Direita quer impedir STF de julgar aborto e marco temporal
Senadores de oposição criticaram nas últimas semanas os avanços do Supremo Tribunal Federal (STF) em julgamentos que, na avaliação desses parlamentares, abordam temas de competência do Legislativo. Entram nesse grupo as análises sobre a descriminalização do porte de maconha para consumo próprio, a validade do marco temporal para demarcação de terras indígenas e a descriminalização do aborto até a 12ª semana de gestação.
Em reação, o grupo articula a apresentação de propostas e um movimento de pressão sobre o presidente da Casa, Rodrigo Pacheco (PSD-MG), para que ele adote um contraponto ao Judiciário.
Os senadores esperam conseguir reeditar o tom adotado por Pacheco nas críticas à discussão no Supremo da descriminalização do porte de maconha para uso próprio.

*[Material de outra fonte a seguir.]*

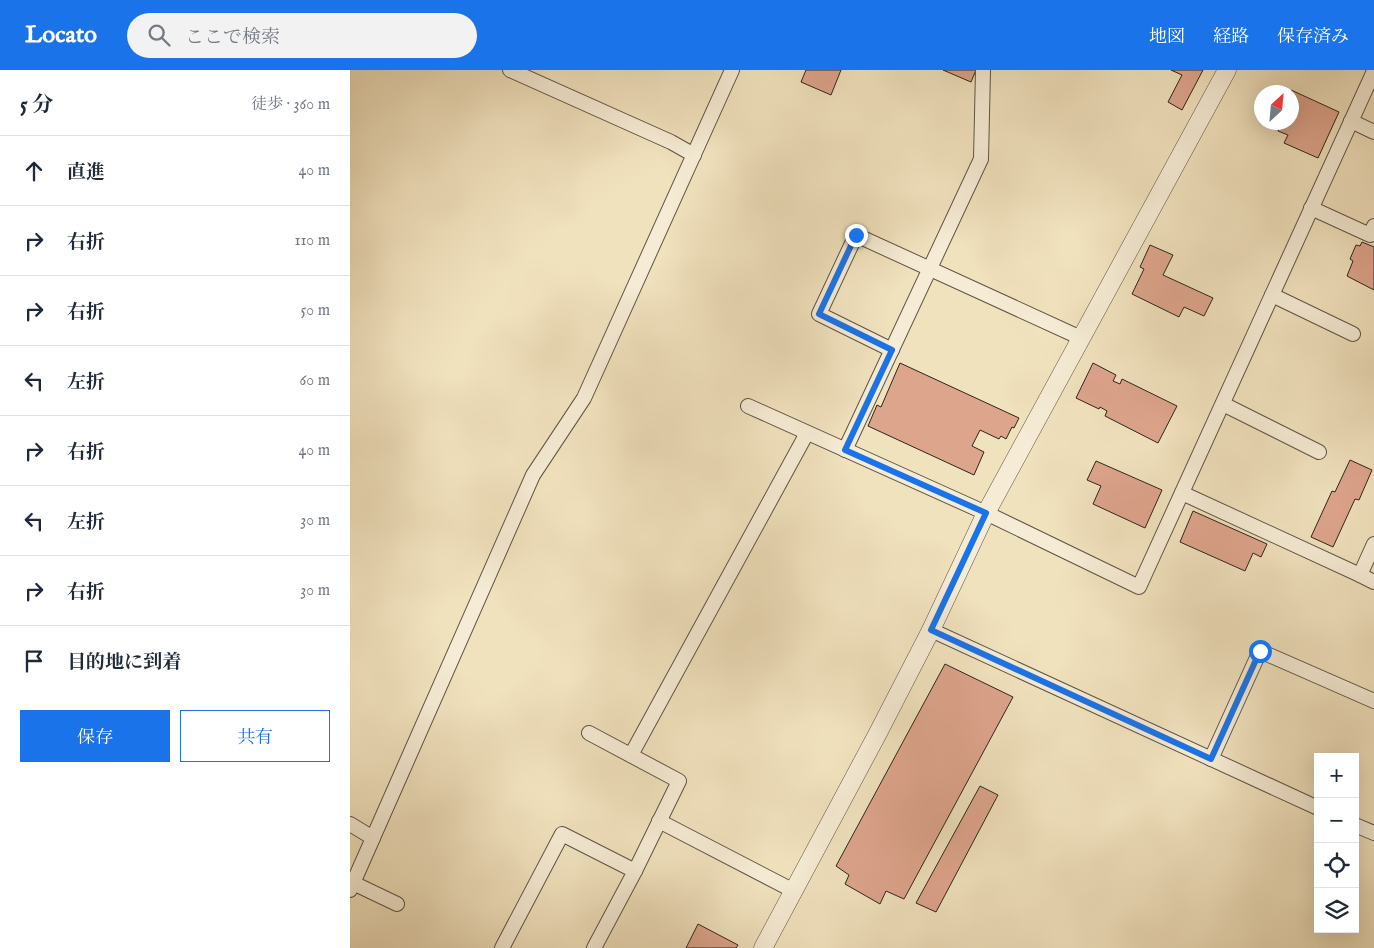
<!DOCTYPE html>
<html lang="ja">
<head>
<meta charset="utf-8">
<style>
  body { margin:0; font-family:"IM FELL English","Noto Serif JP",serif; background:#f2f2f3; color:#1f2937 }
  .controls { position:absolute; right:15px; bottom:15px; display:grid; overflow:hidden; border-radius:0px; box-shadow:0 5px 20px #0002 }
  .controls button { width:45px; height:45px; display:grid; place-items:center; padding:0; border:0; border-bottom:1px solid #e0e1e3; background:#fff; color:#1f2937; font:25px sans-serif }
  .compass { position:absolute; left:904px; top:15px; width:45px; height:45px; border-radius:50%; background:#fff; box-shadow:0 5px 20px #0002; rotate:26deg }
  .stop { position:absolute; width:15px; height:15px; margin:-11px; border:4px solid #1a73e8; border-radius:50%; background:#fff }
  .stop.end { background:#1a73e8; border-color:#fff; box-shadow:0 1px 5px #0008 }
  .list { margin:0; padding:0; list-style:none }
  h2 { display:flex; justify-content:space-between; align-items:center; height:65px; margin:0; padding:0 20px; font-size:21px }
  h2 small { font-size:16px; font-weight:400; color:#747a83 }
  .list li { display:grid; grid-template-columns:32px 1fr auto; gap:15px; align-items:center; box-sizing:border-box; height:70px; padding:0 20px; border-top:1px solid #e0e1e3 }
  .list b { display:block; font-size:19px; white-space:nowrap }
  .list em { font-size:16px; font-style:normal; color:#747a83 }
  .actions { display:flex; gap:10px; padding:15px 20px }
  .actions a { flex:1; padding:11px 0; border:1px solid #1a73e8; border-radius:0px; text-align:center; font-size:18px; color:#1a73e8 }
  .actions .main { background:#1a73e8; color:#fff }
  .icon { flex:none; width:28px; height:28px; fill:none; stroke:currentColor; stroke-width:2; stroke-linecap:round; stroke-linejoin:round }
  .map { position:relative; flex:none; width:1024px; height:878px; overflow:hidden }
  header { display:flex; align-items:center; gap:30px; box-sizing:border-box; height:70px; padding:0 25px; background:#1a73e8; color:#fff }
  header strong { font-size:24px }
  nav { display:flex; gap:28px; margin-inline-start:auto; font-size:18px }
  .search { width:350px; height:45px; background:#f2f2f3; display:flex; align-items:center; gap:12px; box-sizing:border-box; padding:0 18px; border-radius:28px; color:#747a83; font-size:19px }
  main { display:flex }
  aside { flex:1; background:#fff }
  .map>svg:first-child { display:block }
</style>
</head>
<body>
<header>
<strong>Locato</strong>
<div class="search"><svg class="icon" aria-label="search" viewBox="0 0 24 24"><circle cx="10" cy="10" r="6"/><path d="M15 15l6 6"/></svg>ここで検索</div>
<nav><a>地図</a><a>経路</a><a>保存済み</a></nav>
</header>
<main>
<aside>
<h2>5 分<small>徒歩 · 360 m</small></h2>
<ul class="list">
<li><svg class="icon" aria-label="ahead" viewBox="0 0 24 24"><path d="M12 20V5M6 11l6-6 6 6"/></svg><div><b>直進</b></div><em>40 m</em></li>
<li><svg class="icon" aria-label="right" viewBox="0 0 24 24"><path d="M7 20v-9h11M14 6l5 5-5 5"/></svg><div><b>右折</b></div><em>110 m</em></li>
<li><svg class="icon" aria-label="right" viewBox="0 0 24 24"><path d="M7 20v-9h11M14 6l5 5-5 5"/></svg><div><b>右折</b></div><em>50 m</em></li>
<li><svg class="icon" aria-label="left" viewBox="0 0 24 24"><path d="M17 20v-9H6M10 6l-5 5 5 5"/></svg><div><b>左折</b></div><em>60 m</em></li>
<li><svg class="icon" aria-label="right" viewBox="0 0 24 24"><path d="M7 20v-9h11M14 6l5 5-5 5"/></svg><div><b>右折</b></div><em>40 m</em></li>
<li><svg class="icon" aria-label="left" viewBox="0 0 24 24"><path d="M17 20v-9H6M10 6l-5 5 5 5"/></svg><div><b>左折</b></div><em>30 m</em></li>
<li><svg class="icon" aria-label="right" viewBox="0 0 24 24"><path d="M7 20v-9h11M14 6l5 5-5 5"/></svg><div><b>右折</b></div><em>30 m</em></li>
<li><svg class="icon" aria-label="arrive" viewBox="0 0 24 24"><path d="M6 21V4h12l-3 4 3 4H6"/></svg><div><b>目的地に到着</b></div></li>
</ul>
<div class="actions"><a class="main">保存</a><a>共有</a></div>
</aside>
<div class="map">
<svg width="1024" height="878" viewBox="0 0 1024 878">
  <rect width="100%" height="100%" fill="#f1e2be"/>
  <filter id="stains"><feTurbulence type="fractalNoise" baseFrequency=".004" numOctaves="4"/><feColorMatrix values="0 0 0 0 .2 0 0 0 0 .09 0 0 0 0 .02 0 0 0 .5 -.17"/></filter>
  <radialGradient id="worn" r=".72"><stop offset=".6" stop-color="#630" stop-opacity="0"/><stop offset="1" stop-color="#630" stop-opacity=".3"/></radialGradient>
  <g fill="#dea58d" stroke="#2d241b">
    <path d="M456 0H491L481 25 451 12Z"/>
    <path d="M593 0H626L621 12Z"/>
    <path d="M821 0H853L832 40 818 32 832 5Z"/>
    <path d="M941 20 989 42 968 88 934 73 938 65 928 61 932 52H942V22H940Z"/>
    <path d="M1012 172 1024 177V220L997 206 1003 191 1000 189 1006 175 1010 176Z"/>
    <path d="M800 175 823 185 813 205 863 228 854 246 834 237 829 247 782 224 794 199 790 197Z"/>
    <path d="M550 293 669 348 664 358 662 357 656 369 651 366 649 369 630 360 622 376 634 382 624 405 518 356 527 335 531 337Z"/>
    <path d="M743 293 766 305 763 311 770 314 772 309 827 336 808 373 755 346 757 341 750 337 749 339 726 328Z"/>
    <path d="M1000 390 1022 400 1009 430 1005 429 983 477 961 467 982 421 985 422Z"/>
    <path d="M746 391 812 420 795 458 743 434 751 416 737 410Z"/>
    <path d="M843 441 917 474 911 487 903 483 895 501 830 472Z"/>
    <path d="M595 594 663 627 554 829 536 821 530 834 495 814 499 805 486 796Z"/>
    <path d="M630 716 648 725 586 842 566 833Z"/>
    <path d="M348 854 388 875 386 878H336Z"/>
  </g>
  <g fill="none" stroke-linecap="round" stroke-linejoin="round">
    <g stroke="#5e5444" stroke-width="16">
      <g id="minor">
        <path d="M160 0 321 72 344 85"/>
        <path d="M1001 51 1024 62"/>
        <path d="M961 138 1020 165 1024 156"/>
        <path d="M922 225 1003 264"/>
        <path d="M542 280 469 244 506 165 731 268"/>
        <path d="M873 334 969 382"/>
        <path d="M398 336 636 443 789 517 1024 1"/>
        <path d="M495 380 631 89 633 0"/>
        <path d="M832 423 1010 505"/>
        <path d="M1024 474 1010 505 1024 512"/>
        <path d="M581 560 968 738"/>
        <path d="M239 663 329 711 285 801"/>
        <path d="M281 685 457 363"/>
        <path d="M861 689 910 581 1024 631"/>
        <path d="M309 751 444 821"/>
        <path d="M0 754 23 768"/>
        <path d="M1005 755 1024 763"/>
        <path d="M3 813 47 834"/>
        <path d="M0 820 183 405 234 328 382 0"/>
        <path d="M152 878 212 764 285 801 244 878"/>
      </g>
    </g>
    <g stroke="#5e5444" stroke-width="19">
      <path id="tertiary" d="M413 878 528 663 581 560 636 443 877 0"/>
    </g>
    <use href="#minor" stroke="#f6ecd5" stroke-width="14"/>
    <use href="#tertiary" stroke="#f6ecd5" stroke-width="18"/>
  </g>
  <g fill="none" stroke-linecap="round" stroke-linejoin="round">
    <path stroke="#1a73e8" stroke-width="6" d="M506 165 469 244 542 280 495 380 636 443 581 560 861 689 910 581"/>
  </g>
  <rect width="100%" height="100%" filter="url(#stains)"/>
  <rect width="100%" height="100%" fill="url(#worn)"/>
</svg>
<div class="controls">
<button>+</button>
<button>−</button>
<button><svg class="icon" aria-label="locate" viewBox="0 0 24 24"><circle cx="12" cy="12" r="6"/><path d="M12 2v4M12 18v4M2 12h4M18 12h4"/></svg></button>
<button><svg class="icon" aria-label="layers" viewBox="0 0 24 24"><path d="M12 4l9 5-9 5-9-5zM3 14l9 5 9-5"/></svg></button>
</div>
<svg class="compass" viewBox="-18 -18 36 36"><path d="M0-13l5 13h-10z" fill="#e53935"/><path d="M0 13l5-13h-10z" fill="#747a83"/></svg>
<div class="stop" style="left:910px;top:581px"></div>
<div class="stop end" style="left:506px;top:165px"></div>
</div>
</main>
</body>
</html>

Na ocasião, ao dizer que o STF invadia a competência do Congresso, o presidente do Senado apresentou uma Proposta de Emenda à Constituição (PEC) para inserir, no texto constitucional, a proibição do porte e da posse de qualquer tipo de substância ilícita, independentemente da quantidade.
As emendas à Constituição têm sido avaliadas por senadores críticos ao Supremo como uma possível saída para driblar os julgamentos da Corte em outros dois casos: marco temporal e descriminalização do aborto.
Há também dois movimentos para levar os temas ao centro do debate político.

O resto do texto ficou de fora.